━━━ Source information
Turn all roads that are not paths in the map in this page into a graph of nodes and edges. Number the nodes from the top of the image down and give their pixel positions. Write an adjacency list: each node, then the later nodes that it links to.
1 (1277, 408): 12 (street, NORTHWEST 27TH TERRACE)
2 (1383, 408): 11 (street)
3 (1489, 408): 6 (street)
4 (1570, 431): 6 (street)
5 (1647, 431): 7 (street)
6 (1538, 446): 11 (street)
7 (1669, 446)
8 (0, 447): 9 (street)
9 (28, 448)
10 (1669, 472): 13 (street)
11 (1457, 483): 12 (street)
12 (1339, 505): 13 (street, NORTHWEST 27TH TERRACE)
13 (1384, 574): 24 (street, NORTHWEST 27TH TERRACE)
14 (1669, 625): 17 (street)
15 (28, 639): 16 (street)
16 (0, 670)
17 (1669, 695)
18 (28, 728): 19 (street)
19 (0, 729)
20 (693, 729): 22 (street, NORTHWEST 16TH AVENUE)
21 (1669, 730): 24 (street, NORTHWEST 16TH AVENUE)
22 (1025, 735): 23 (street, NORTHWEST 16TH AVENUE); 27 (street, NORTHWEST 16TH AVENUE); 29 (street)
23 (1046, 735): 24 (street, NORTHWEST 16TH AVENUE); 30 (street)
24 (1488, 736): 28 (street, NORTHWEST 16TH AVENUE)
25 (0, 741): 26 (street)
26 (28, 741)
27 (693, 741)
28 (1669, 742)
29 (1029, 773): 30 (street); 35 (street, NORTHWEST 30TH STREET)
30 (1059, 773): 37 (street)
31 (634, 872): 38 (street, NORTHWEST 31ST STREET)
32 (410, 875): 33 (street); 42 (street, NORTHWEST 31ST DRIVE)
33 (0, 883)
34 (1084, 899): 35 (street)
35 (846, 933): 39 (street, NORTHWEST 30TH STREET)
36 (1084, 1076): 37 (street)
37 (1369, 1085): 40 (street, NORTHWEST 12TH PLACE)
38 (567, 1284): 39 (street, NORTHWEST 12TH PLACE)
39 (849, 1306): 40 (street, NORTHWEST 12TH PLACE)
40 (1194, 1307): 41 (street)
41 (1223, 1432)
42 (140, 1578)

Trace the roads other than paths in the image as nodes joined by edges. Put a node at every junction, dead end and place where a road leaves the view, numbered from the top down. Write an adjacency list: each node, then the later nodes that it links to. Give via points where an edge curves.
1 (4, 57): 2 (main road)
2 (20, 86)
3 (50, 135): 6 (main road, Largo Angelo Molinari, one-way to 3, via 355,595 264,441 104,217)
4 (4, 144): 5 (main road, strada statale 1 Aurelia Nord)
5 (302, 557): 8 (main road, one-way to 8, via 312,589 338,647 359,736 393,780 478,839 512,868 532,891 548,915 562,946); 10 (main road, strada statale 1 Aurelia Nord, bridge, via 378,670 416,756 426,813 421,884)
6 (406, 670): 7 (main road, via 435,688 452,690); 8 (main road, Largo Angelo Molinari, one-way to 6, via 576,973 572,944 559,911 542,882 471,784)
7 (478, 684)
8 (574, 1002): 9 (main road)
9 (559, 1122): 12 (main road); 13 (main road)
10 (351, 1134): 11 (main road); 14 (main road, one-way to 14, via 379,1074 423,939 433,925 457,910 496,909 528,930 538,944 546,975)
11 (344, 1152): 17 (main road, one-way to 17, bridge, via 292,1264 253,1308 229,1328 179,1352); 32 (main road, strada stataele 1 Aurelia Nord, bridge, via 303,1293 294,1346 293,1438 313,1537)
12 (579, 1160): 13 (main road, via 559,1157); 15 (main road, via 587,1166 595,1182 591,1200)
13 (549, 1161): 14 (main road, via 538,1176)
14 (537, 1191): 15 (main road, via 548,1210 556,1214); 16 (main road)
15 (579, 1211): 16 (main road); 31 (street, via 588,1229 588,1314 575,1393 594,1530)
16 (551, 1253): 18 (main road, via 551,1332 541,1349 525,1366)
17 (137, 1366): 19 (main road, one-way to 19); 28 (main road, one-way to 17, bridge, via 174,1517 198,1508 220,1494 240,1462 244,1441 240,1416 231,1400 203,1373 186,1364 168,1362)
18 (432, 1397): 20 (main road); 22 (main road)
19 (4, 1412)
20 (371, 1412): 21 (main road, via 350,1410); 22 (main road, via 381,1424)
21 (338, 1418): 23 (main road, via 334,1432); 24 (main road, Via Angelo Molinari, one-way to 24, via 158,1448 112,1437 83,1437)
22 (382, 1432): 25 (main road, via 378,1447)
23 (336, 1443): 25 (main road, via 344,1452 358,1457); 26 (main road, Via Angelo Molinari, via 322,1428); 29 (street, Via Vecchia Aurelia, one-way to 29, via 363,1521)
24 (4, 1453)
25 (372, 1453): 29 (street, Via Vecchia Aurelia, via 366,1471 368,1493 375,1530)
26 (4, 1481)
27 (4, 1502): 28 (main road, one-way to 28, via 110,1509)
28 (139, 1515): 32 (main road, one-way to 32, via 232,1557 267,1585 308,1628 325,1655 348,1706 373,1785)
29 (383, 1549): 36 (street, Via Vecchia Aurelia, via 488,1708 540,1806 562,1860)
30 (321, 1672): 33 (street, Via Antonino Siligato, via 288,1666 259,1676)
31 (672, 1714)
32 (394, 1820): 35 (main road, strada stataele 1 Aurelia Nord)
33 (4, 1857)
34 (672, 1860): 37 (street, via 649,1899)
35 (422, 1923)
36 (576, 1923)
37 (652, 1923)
━━━━━━
What to produce: Each record, exactly as written, is to be printed again.

Solution for this exercise:
Turn all roads that are not paths in the map in this page into a graph of nodes and edges. Number the nodes from the top of the image down and give their pixel positions. Write an adjacency list: each node, then the later nodes that it links to.
1 (1277, 408): 12 (street, NORTHWEST 27TH TERRACE)
2 (1383, 408): 11 (street)
3 (1489, 408): 6 (street)
4 (1570, 431): 6 (street)
5 (1647, 431): 7 (street)
6 (1538, 446): 11 (street)
7 (1669, 446)
8 (0, 447): 9 (street)
9 (28, 448)
10 (1669, 472): 13 (street)
11 (1457, 483): 12 (street)
12 (1339, 505): 13 (street, NORTHWEST 27TH TERRACE)
13 (1384, 574): 24 (street, NORTHWEST 27TH TERRACE)
14 (1669, 625): 17 (street)
15 (28, 639): 16 (street)
16 (0, 670)
17 (1669, 695)
18 (28, 728): 19 (street)
19 (0, 729)
20 (693, 729): 22 (street, NORTHWEST 16TH AVENUE)
21 (1669, 730): 24 (street, NORTHWEST 16TH AVENUE)
22 (1025, 735): 23 (street, NORTHWEST 16TH AVENUE); 27 (street, NORTHWEST 16TH AVENUE); 29 (street)
23 (1046, 735): 24 (street, NORTHWEST 16TH AVENUE); 30 (street)
24 (1488, 736): 28 (street, NORTHWEST 16TH AVENUE)
25 (0, 741): 26 (street)
26 (28, 741)
27 (693, 741)
28 (1669, 742)
29 (1029, 773): 30 (street); 35 (street, NORTHWEST 30TH STREET)
30 (1059, 773): 37 (street)
31 (634, 872): 38 (street, NORTHWEST 31ST STREET)
32 (410, 875): 33 (street); 42 (street, NORTHWEST 31ST DRIVE)
33 (0, 883)
34 (1084, 899): 35 (street)
35 (846, 933): 39 (street, NORTHWEST 30TH STREET)
36 (1084, 1076): 37 (street)
37 (1369, 1085): 40 (street, NORTHWEST 12TH PLACE)
38 (567, 1284): 39 (street, NORTHWEST 12TH PLACE)
39 (849, 1306): 40 (street, NORTHWEST 12TH PLACE)
40 (1194, 1307): 41 (street)
41 (1223, 1432)
42 (140, 1578)

Trace the roads other than paths in the image as nodes joined by edges. Put a node at every junction, dead end and place where a road leaves the view, numbered from the top down. Write an adjacency list: each node, then the later nodes that it links to. Give via points where an edge curves.
1 (4, 57): 2 (main road)
2 (20, 86)
3 (50, 135): 6 (main road, Largo Angelo Molinari, one-way to 3, via 355,595 264,441 104,217)
4 (4, 144): 5 (main road, strada statale 1 Aurelia Nord)
5 (302, 557): 8 (main road, one-way to 8, via 312,589 338,647 359,736 393,780 478,839 512,868 532,891 548,915 562,946); 10 (main road, strada statale 1 Aurelia Nord, bridge, via 378,670 416,756 426,813 421,884)
6 (406, 670): 7 (main road, via 435,688 452,690); 8 (main road, Largo Angelo Molinari, one-way to 6, via 576,973 572,944 559,911 542,882 471,784)
7 (478, 684)
8 (574, 1002): 9 (main road)
9 (559, 1122): 12 (main road); 13 (main road)
10 (351, 1134): 11 (main road); 14 (main road, one-way to 14, via 379,1074 423,939 433,925 457,910 496,909 528,930 538,944 546,975)
11 (344, 1152): 17 (main road, one-way to 17, bridge, via 292,1264 253,1308 229,1328 179,1352); 32 (main road, strada stataele 1 Aurelia Nord, bridge, via 303,1293 294,1346 293,1438 313,1537)
12 (579, 1160): 13 (main road, via 559,1157); 15 (main road, via 587,1166 595,1182 591,1200)
13 (549, 1161): 14 (main road, via 538,1176)
14 (537, 1191): 15 (main road, via 548,1210 556,1214); 16 (main road)
15 (579, 1211): 16 (main road); 31 (street, via 588,1229 588,1314 575,1393 594,1530)
16 (551, 1253): 18 (main road, via 551,1332 541,1349 525,1366)
17 (137, 1366): 19 (main road, one-way to 19); 28 (main road, one-way to 17, bridge, via 174,1517 198,1508 220,1494 240,1462 244,1441 240,1416 231,1400 203,1373 186,1364 168,1362)
18 (432, 1397): 20 (main road); 22 (main road)
19 (4, 1412)
20 (371, 1412): 21 (main road, via 350,1410); 22 (main road, via 381,1424)
21 (338, 1418): 23 (main road, via 334,1432); 24 (main road, Via Angelo Molinari, one-way to 24, via 158,1448 112,1437 83,1437)
22 (382, 1432): 25 (main road, via 378,1447)
23 (336, 1443): 25 (main road, via 344,1452 358,1457); 26 (main road, Via Angelo Molinari, via 322,1428); 29 (street, Via Vecchia Aurelia, one-way to 29, via 363,1521)
24 (4, 1453)
25 (372, 1453): 29 (street, Via Vecchia Aurelia, via 366,1471 368,1493 375,1530)
26 (4, 1481)
27 (4, 1502): 28 (main road, one-way to 28, via 110,1509)
28 (139, 1515): 32 (main road, one-way to 32, via 232,1557 267,1585 308,1628 325,1655 348,1706 373,1785)
29 (383, 1549): 36 (street, Via Vecchia Aurelia, via 488,1708 540,1806 562,1860)
30 (321, 1672): 33 (street, Via Antonino Siligato, via 288,1666 259,1676)
31 (672, 1714)
32 (394, 1820): 35 (main road, strada stataele 1 Aurelia Nord)
33 (4, 1857)
34 (672, 1860): 37 (street, via 649,1899)
35 (422, 1923)
36 (576, 1923)
37 (652, 1923)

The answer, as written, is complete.